● **Work required**
Search the entries below for the word "Grognet", then copy each line in which it is found.

● **Extracted records**
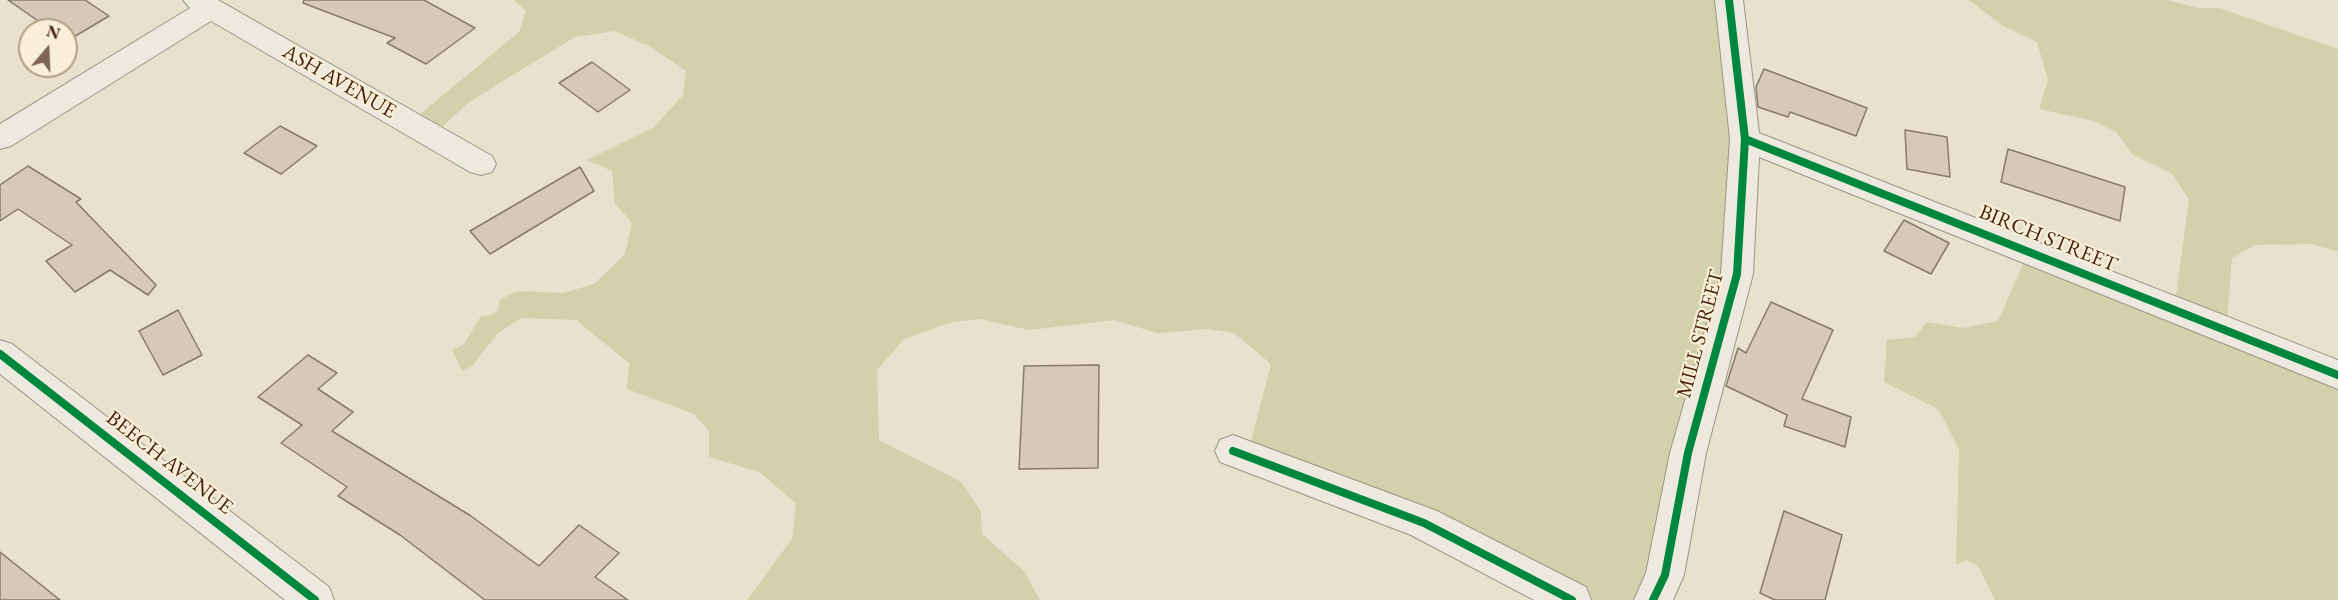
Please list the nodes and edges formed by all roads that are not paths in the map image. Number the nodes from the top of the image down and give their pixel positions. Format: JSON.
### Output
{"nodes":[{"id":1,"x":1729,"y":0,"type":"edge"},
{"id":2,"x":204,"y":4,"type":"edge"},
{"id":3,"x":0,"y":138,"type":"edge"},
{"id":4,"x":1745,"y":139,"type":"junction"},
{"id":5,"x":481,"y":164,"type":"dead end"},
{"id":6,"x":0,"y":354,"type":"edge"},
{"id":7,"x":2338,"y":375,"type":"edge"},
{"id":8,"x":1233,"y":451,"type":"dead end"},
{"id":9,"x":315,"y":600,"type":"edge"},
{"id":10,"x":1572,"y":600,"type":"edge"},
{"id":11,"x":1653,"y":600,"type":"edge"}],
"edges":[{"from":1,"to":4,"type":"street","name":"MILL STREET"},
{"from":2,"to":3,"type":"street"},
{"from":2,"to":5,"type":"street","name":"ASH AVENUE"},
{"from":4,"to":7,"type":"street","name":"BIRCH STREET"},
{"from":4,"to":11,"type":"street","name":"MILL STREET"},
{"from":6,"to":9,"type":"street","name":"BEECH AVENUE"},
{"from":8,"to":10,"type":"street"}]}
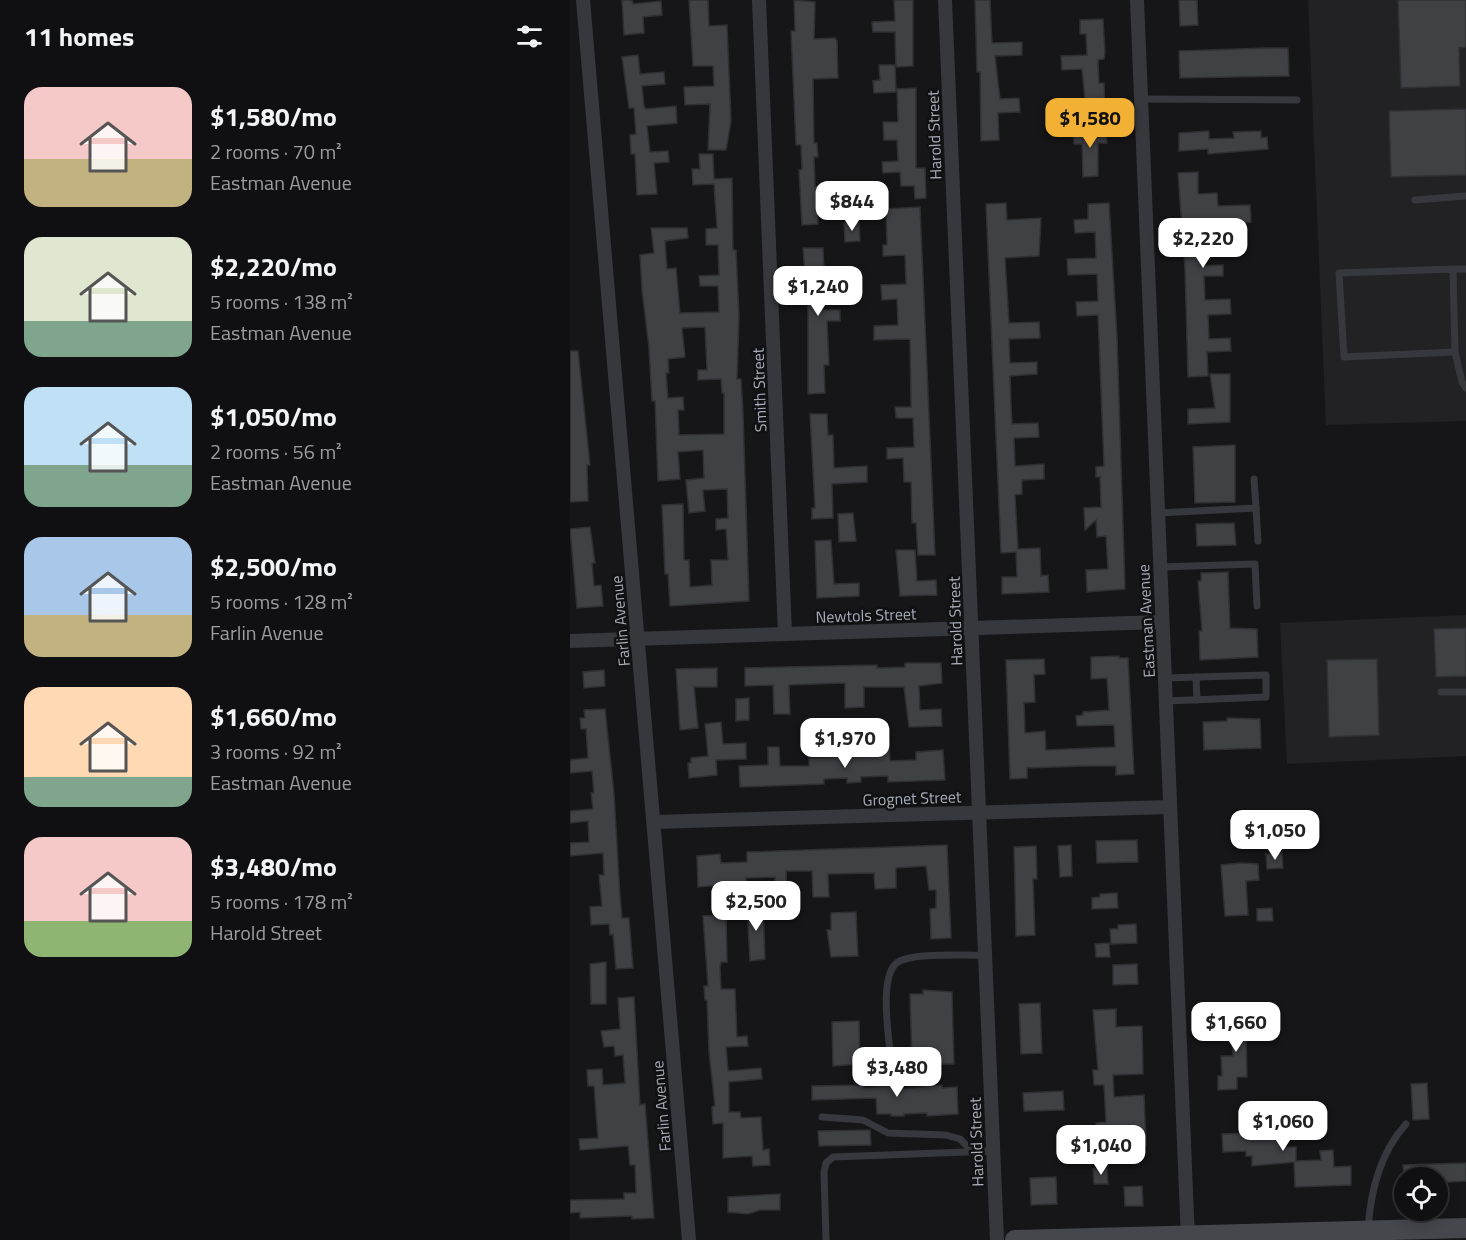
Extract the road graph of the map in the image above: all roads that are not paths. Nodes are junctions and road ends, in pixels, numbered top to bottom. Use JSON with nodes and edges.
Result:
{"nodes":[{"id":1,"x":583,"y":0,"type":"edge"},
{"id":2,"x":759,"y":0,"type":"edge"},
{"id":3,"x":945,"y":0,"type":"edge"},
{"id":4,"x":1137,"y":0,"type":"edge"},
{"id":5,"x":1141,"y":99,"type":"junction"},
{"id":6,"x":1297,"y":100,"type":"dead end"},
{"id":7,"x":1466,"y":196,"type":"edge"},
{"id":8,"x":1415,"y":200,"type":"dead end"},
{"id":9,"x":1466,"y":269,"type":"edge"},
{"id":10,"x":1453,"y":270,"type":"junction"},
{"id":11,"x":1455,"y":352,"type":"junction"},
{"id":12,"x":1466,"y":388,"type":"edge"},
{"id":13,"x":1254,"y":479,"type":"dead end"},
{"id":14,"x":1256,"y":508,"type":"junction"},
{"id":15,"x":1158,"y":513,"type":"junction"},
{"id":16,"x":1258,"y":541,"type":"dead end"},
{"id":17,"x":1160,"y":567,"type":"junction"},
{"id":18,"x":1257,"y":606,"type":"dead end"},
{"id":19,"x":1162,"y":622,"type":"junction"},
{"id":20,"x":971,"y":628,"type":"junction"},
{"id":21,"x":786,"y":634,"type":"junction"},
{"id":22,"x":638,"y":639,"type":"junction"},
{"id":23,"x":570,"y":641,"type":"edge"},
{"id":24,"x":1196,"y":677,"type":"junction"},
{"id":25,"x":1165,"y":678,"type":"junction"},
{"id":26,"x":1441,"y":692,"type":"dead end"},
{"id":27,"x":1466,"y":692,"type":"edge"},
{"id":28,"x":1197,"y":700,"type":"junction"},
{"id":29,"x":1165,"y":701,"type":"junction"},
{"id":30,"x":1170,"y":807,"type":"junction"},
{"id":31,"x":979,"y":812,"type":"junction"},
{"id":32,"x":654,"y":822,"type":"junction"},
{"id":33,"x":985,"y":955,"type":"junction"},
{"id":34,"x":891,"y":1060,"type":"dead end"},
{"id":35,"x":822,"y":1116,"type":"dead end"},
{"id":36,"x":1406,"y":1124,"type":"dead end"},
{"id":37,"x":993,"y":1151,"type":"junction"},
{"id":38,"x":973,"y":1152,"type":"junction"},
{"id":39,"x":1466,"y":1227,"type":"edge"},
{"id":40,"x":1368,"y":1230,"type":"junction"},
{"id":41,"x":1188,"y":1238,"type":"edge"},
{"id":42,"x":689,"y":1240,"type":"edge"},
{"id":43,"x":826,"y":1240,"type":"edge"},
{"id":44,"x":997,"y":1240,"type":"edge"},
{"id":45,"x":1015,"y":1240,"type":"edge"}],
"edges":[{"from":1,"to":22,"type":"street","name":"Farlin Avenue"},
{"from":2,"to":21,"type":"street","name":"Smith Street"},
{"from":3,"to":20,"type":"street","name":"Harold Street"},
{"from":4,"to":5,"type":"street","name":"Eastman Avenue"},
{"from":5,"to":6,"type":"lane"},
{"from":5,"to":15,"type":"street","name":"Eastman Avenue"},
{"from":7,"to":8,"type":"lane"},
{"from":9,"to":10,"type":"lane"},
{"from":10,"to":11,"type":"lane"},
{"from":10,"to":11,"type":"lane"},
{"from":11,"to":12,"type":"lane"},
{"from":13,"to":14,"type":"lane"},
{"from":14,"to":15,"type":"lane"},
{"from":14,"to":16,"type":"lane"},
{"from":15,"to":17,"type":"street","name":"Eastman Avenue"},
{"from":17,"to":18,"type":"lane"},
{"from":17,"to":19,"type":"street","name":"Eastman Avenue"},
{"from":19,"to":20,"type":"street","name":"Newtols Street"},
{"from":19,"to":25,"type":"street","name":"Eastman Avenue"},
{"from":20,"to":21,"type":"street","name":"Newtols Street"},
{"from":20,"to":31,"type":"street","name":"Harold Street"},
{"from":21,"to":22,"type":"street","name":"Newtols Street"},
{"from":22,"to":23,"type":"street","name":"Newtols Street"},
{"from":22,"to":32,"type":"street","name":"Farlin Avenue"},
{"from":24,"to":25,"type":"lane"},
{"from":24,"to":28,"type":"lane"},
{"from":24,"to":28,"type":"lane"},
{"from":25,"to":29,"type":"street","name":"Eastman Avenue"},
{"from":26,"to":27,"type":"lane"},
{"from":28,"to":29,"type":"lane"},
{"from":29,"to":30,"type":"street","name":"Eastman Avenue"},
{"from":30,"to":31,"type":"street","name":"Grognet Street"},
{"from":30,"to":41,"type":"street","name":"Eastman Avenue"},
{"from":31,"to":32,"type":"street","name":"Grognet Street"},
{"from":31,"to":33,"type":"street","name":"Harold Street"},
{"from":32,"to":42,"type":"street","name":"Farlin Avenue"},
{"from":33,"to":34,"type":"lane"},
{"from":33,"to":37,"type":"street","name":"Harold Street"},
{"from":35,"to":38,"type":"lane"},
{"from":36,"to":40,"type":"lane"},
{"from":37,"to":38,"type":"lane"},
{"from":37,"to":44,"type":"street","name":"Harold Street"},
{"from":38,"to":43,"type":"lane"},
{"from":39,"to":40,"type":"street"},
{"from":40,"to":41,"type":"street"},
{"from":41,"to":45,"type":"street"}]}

● **Answer space**
{"from":30,"to":31,"type":"street","name":"Grognet Street"},
{"from":31,"to":32,"type":"street","name":"Grognet Street"},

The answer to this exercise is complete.